Многозначительно смещение акцентов, происшедшее в эволюции психоанализа
в ходе перехода от фрейдизма к неофрейдизму. Сам Фрейд, предостерегая от
недооценки прав природно-подсознательного, сидящего в каждом из нас, все же
в конечном счете желал победы разума над инстинктом, цивилизации над
природой. Вся его методика ориентирована на мягкие (не разрушительные)

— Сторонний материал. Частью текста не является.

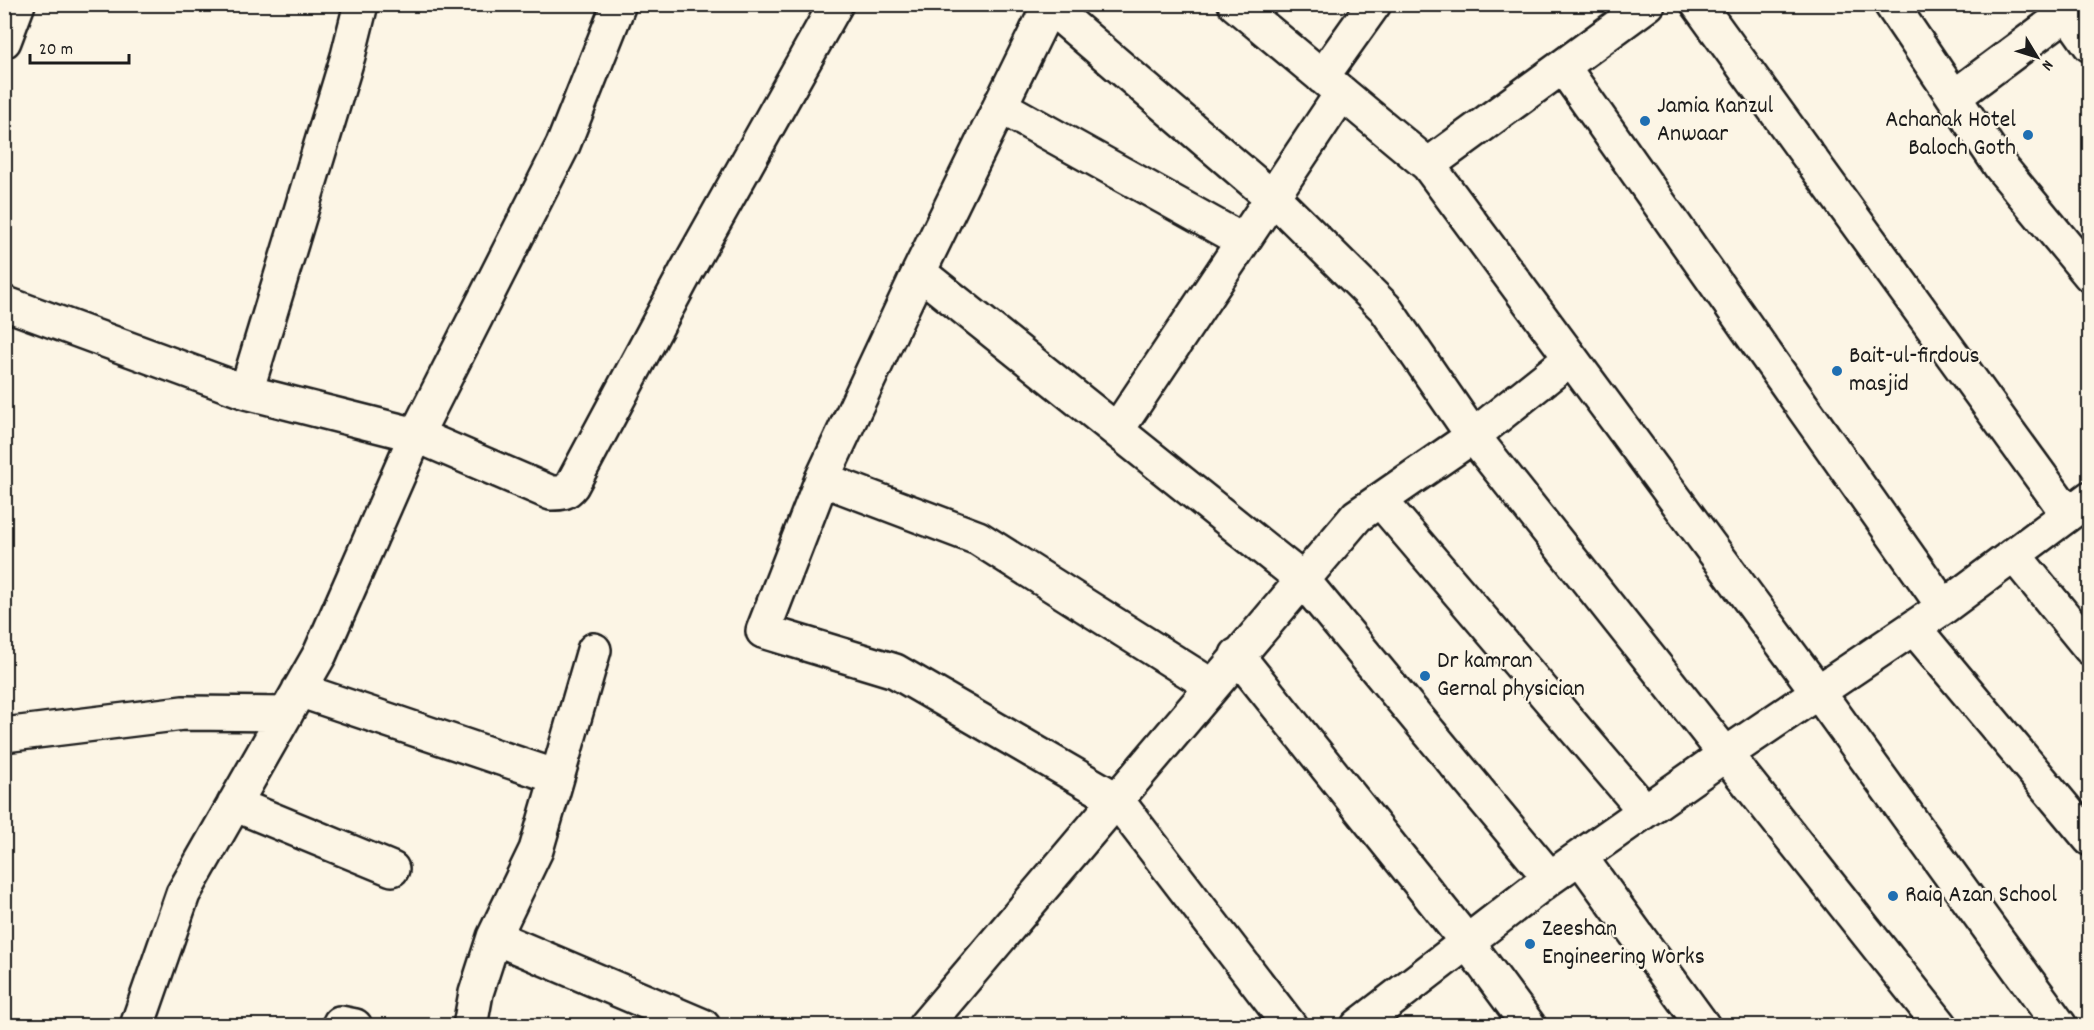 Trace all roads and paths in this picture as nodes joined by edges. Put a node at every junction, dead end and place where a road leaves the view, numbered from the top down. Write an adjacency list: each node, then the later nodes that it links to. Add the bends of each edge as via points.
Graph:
1 (18, 4): 12 (street)
2 (361, 4): 25 (street)
3 (619, 4): 27 (street, via 563,146)
4 (836, 4): 27 (street, via 568,490 551,493)
5 (1235, 4): 15 (street)
6 (1374, 4): 15 (street)
7 (1648, 4): 14 (street)
8 (1698, 4): 31 (street)
9 (1891, 4): 16 (street)
10 (1050, 5): 17 (street); 19 (street)
11 (2069, 8): 13 (street); 16 (street)
12 (4, 42)
13 (2090, 45)
14 (1563, 67): 18 (street); 34 (street)
15 (1332, 85): 18 (street); 19 (street)
16 (1954, 97): 22 (street, via 2001,167)
17 (1001, 103): 20 (street, via 1009,111); 21 (street)
18 (1428, 165): 24 (street)
19 (1272, 198): 20 (street); 28 (street, via 1385,308)
20 (1244, 241): 26 (street)
21 (919, 272): 26 (street); 29 (street)
22 (2090, 275)
23 (4, 303): 25 (street)
24 (1571, 358): 28 (street); 40 (street)
25 (246, 392): 27 (street)
26 (1117, 430): 33 (street)
27 (416, 435): 41 (street, via 320,654)
28 (1473, 436): 30 (street); 43 (street)
29 (822, 479): 39 (street, via 978,538); 45 (street, via 763,631 894,671)
30 (1380, 500): 33 (street, via 1357,516); 47 (street)
31 (2079, 506): 32 (street)
32 (2014, 555): 34 (street); 36 (street)
33 (1302, 579): 38 (street); 51 (street)
34 (1944, 607): 35 (street)
35 (1914, 628): 40 (street); 48 (street)
36 (2090, 648)
37 (594, 650): 44 (street)
38 (1237, 655): 39 (street); 53 (street)
39 (1212, 686): 45 (street)
40 (1818, 692): 43 (street); 63 (street)
41 (292, 702): 42 (street); 44 (street); 46 (street)
42 (4, 735)
43 (1726, 754): 47 (street); 62 (street)
44 (557, 777): 52 (street, via 536,850)
45 (1116, 799): 57 (street); 58 (street)
46 (234, 804): 50 (street); 54 (street, via 183,894)
47 (1645, 811): 49 (street)
48 (2090, 839)
49 (1580, 857): 51 (street); 61 (street)
50 (392, 869)
51 (1550, 878): 53 (street)
52 (494, 937): 55 (street); 56 (street)
53 (1467, 942): 59 (street); 60 (street)
54 (137, 1026)
55 (470, 1026)
56 (703, 1026)
57 (925, 1026)
58 (1290, 1026)
59 (1358, 1026)
60 (1529, 1026)
61 (1703, 1026)
62 (1941, 1026)
63 (2060, 1026)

технологии, посредством которых может быть достигнут желаемый баланс
инстинктивного и социального, витальных импульсов и цивилизованной нормы,
прерогативы которой в общем не ставились им под сомнение. Что же касается
неофрейдизма, то он по-своему выразил тенденцию европейской эмансипации,
которая началась с призыва устранить искусственные преграды, мешающие личной
инициативе, а кончает потаканием невротической личности, вообще не способной
выносить бремя социального долга, дисциплины и авторитета. Оценивая эту
тенденцию "десоциализации" современной личности, склонной дезертировать из
общества со всеми его тяготами и обязанностями, нам важно не поддаться
иллюзии анонимности этого процесса. На самом деле это процесс классовый, и
здесь сочетание методологий Маркса и Фрейда способно резко повысить наши
аналитические возможности. Для марксизма базисом общества, предопределяющим
все его формы и логику, было промышленное предприятие. Отделив экономические
отношения на предприятии от организационно-технологических, Маркс выделяет
две его главные группы: собственников и наемных рабочих. Для фрейдизма
базисом общества является семья. Отделив поло-возрастные семейные роли от
бытовых, Фрейд выделяет два ее начала: то, что представляет собой
делегированную власть общества над человеческой инстинктивной природой и
олицетворяется требовательным Отцом, и то, что представляет собой давление
природного начала, олицетворяемого симбиозом женского и детского.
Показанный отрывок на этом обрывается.